Extract every entry word for word.

Top of Task input

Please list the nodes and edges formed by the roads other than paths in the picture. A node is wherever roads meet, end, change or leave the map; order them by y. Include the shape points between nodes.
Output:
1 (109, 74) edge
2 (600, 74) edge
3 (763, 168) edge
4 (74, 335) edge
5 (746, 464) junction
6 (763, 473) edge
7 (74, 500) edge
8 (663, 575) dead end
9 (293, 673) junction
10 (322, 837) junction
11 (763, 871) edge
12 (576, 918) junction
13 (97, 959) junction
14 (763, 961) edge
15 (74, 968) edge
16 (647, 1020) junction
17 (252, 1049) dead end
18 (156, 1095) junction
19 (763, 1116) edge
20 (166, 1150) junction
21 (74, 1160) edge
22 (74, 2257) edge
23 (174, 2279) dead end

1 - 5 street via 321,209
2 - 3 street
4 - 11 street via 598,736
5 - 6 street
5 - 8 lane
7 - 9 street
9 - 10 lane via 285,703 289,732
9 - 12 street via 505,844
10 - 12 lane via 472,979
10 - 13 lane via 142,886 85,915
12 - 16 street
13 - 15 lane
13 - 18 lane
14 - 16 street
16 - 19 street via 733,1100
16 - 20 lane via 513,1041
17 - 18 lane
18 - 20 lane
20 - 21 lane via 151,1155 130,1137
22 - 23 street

Bottom of Task input

Exercise response:
Please list the nodes and edges formed by the roads other than paths in the picture. A node is wherever roads meet, end, change or leave the map; order them by y. Include the shape points between nodes.
Output:
1 (109, 74) edge
2 (600, 74) edge
3 (763, 168) edge
4 (74, 335) edge
5 (746, 464) junction
6 (763, 473) edge
7 (74, 500) edge
8 (663, 575) dead end
9 (293, 673) junction
10 (322, 837) junction
11 (763, 871) edge
12 (576, 918) junction
13 (97, 959) junction
14 (763, 961) edge
15 (74, 968) edge
16 (647, 1020) junction
17 (252, 1049) dead end
18 (156, 1095) junction
19 (763, 1116) edge
20 (166, 1150) junction
21 (74, 1160) edge
22 (74, 2257) edge
23 (174, 2279) dead end

1 - 5 street via 321,209
2 - 3 street
4 - 11 street via 598,736
5 - 6 street
5 - 8 lane
7 - 9 street
9 - 10 lane via 285,703 289,732
9 - 12 street via 505,844
10 - 12 lane via 472,979
10 - 13 lane via 142,886 85,915
12 - 16 street
13 - 15 lane
13 - 18 lane
14 - 16 street
16 - 19 street via 733,1100
16 - 20 lane via 513,1041
17 - 18 lane
18 - 20 lane
20 - 21 lane via 151,1155 130,1137
22 - 23 street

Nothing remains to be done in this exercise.